Although infection probably only occurs in the early vegetative stages of soybean development, infections are generally symptomless until plants reach the reproductive stages of flowering and pod development. Some researchers report small reddish lesions on cotyledons. Early infection may spread into the stem, causing seedlings to wither and die. Seedlings may also die before emergence.
Fields with a notable incidence of stem canker may be detected at any time from flowering to well into pod set and development. This usually is sometime from late July onward. In South Dakota, stem canker fields are typically reported in mid- to late August. At this time canker expansion and plant death may be rapid.
Fields should be checked every two weeks from beginning pod fill to harvest maturity for the presence of stem canker. Stem canker may appear at low levels ( ‹ 1% incidence) without being noticed; however, when incidence is higher, symptomatic plants are easily noticed.
Plants with stem canker are often first noticed in field areas where the crop stand is thin. An infected plant will have one brown, slightly sunken lesion at the base of a branch or a leaf petiole on one side of the stem. The lesion expands along the stem and sometimes severely girdles it. Branches on the upper part of the plant can be killed, and the dead plants are most visible after the R3 stage.
Scout for stem canker in the late season by looking for plants on which blacked leaves remain. These plants stand out against the background of healthy plants that have matured and undergone leaf drop. Inspect these “black leaf” plants for lesions and fruiting bodies (stroma) of the fungus at the lower nodes.
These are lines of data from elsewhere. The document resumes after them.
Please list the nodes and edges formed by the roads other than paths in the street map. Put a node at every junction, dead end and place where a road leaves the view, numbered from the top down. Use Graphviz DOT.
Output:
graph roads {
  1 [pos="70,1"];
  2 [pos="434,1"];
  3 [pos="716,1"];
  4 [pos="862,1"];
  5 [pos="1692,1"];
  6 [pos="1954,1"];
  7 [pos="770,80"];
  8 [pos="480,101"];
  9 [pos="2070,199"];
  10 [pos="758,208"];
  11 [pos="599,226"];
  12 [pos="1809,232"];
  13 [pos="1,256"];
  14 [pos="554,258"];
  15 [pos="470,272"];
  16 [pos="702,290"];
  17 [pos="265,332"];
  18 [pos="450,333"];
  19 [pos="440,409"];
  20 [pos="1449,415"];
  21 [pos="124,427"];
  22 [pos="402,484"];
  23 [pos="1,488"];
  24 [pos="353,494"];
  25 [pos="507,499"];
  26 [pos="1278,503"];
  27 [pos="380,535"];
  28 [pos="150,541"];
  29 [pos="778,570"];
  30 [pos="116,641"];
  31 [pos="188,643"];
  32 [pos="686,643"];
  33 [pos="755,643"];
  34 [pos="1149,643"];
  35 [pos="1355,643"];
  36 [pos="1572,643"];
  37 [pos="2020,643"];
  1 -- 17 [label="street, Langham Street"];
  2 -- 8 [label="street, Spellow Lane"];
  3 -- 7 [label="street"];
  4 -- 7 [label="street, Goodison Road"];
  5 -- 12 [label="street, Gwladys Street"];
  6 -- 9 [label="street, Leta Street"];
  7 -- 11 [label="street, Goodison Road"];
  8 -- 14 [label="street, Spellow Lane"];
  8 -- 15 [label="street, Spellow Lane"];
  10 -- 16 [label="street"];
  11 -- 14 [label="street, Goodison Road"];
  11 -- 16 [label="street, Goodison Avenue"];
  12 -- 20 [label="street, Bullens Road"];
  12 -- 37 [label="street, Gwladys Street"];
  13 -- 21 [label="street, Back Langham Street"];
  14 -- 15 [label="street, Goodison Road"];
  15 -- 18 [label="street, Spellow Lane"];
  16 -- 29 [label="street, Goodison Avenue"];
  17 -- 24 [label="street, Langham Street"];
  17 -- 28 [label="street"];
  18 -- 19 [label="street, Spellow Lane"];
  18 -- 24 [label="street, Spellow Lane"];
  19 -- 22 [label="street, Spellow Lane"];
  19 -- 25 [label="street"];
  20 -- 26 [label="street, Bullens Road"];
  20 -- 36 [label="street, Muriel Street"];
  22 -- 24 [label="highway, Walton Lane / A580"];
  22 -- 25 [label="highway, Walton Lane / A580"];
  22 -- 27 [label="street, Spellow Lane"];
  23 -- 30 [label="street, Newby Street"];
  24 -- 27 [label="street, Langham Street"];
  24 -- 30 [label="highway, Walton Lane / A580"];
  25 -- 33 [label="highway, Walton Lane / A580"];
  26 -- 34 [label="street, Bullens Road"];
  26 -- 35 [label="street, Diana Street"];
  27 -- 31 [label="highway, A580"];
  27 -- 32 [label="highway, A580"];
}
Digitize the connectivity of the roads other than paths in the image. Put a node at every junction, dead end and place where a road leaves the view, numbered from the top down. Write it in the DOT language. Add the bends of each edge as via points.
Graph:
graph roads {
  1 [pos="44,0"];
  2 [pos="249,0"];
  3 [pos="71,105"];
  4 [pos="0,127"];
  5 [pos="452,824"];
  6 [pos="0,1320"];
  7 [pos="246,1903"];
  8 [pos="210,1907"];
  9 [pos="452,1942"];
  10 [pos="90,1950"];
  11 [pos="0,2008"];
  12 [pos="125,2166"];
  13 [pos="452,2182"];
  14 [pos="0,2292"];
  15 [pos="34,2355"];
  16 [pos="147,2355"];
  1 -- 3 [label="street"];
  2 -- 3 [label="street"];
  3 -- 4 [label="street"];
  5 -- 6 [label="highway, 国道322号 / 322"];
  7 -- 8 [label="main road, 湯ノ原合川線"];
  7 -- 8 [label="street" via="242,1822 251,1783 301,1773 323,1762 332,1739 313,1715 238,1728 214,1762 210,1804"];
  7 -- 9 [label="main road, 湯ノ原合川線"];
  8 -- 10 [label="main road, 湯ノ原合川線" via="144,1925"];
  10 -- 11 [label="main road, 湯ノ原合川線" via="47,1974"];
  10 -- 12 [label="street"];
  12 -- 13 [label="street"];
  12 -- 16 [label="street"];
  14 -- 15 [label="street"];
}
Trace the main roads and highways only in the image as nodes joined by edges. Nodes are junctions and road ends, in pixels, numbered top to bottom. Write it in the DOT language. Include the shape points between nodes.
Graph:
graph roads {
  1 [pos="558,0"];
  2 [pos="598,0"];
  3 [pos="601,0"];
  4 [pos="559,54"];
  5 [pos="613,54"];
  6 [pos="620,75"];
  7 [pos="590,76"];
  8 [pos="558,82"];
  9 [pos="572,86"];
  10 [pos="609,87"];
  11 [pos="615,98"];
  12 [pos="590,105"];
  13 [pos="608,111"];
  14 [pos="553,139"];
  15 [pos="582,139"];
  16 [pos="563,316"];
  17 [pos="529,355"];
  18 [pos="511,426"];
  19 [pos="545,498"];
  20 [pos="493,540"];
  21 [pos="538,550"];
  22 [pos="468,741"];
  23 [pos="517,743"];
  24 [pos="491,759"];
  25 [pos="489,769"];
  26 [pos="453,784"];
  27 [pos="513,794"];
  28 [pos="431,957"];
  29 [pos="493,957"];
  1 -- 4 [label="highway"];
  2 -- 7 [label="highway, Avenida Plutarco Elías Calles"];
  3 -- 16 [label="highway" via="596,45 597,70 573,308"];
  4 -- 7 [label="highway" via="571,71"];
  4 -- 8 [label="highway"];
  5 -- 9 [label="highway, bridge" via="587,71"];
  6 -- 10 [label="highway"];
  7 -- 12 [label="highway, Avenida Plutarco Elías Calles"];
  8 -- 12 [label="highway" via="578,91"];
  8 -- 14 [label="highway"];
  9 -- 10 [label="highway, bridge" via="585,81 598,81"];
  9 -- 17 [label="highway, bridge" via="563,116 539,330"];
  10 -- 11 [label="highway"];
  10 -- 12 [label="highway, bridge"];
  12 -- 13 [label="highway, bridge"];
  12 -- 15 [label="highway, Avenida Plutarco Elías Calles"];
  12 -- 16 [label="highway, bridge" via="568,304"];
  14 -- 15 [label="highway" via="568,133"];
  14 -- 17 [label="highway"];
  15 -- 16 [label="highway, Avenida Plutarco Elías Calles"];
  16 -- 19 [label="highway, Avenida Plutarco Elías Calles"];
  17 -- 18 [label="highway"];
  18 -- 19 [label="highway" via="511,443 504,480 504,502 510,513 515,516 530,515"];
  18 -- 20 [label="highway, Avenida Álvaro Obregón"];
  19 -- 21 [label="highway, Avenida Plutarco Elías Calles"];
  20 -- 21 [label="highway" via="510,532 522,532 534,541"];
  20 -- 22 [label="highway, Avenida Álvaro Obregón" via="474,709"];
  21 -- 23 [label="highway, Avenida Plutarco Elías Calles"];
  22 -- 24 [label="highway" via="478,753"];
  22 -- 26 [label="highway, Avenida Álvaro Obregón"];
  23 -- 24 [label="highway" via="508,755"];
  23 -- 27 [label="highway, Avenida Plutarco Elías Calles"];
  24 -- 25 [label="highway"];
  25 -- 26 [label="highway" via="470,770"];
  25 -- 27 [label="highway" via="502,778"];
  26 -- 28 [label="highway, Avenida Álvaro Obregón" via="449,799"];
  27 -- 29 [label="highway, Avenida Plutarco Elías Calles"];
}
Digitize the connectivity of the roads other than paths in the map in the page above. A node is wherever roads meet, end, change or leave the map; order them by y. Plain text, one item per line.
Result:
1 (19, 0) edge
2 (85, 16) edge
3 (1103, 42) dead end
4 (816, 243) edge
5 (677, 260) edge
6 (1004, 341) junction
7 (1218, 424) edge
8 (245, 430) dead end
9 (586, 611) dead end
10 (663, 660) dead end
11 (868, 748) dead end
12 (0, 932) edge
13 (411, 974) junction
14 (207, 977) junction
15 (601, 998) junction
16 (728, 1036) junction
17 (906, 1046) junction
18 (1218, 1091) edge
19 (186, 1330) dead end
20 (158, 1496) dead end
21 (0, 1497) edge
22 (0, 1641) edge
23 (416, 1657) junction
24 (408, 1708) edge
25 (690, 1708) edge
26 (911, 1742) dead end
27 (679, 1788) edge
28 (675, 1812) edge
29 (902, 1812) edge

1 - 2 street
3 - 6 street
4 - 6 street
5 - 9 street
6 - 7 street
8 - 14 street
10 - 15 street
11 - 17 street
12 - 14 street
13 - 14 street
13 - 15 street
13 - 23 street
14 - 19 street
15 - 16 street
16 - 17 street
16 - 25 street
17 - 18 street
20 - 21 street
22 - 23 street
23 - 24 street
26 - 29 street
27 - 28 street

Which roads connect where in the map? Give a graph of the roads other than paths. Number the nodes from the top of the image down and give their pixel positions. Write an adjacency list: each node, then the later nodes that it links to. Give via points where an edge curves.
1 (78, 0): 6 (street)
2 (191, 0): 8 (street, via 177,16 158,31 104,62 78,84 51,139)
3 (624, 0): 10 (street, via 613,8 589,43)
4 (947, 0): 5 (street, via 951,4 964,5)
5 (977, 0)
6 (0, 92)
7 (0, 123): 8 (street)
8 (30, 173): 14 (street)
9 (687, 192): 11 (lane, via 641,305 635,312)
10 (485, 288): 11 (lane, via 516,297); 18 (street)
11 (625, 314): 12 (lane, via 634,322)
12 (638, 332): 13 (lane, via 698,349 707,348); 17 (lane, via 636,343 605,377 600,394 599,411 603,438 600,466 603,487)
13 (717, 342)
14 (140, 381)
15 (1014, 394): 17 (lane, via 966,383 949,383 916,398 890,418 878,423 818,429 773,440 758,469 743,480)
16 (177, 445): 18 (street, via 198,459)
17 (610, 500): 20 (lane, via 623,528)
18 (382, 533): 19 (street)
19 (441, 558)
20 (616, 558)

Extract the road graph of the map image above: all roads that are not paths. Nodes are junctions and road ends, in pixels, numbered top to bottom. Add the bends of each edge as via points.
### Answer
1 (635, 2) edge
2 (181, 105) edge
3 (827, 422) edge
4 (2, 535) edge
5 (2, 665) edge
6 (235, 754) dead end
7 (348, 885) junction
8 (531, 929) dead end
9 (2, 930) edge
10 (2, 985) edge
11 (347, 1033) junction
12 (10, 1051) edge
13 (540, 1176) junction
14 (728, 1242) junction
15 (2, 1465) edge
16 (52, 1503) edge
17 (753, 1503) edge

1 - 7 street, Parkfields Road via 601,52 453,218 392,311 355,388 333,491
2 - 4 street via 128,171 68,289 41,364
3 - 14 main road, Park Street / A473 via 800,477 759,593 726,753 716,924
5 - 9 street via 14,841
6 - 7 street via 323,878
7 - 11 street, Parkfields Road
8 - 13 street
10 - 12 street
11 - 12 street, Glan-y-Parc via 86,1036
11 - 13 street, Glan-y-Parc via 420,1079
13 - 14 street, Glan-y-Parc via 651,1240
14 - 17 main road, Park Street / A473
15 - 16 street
From a distance, fields with stem canker may be mistaken for other diseases such as white mold or Phytophthora stem and root rot. For example, lesions can be found at the soil line, making it possible to confuse this disease with Phytophthora stem and root rot. In this case, pull out infected plants to examine the roots. The stem canker pathogen does not cause root rot, while Phytophthora does. Individual plants must be examined closely in order to confirm stem canker.
For a complete discussion and comparison of symptoms of important late-season soybean diseases (stem canker, brown stem rot (BSR), Phytophthora stem and root rot (PRR), white mold, and Sudden death syndrome) please see Stem Canker, CPN 1006, 2015.
If you are unsure about the diagnosis, seek assistance from an Extension educator, agronomist, or your state university Plant Diagnostic Clinic.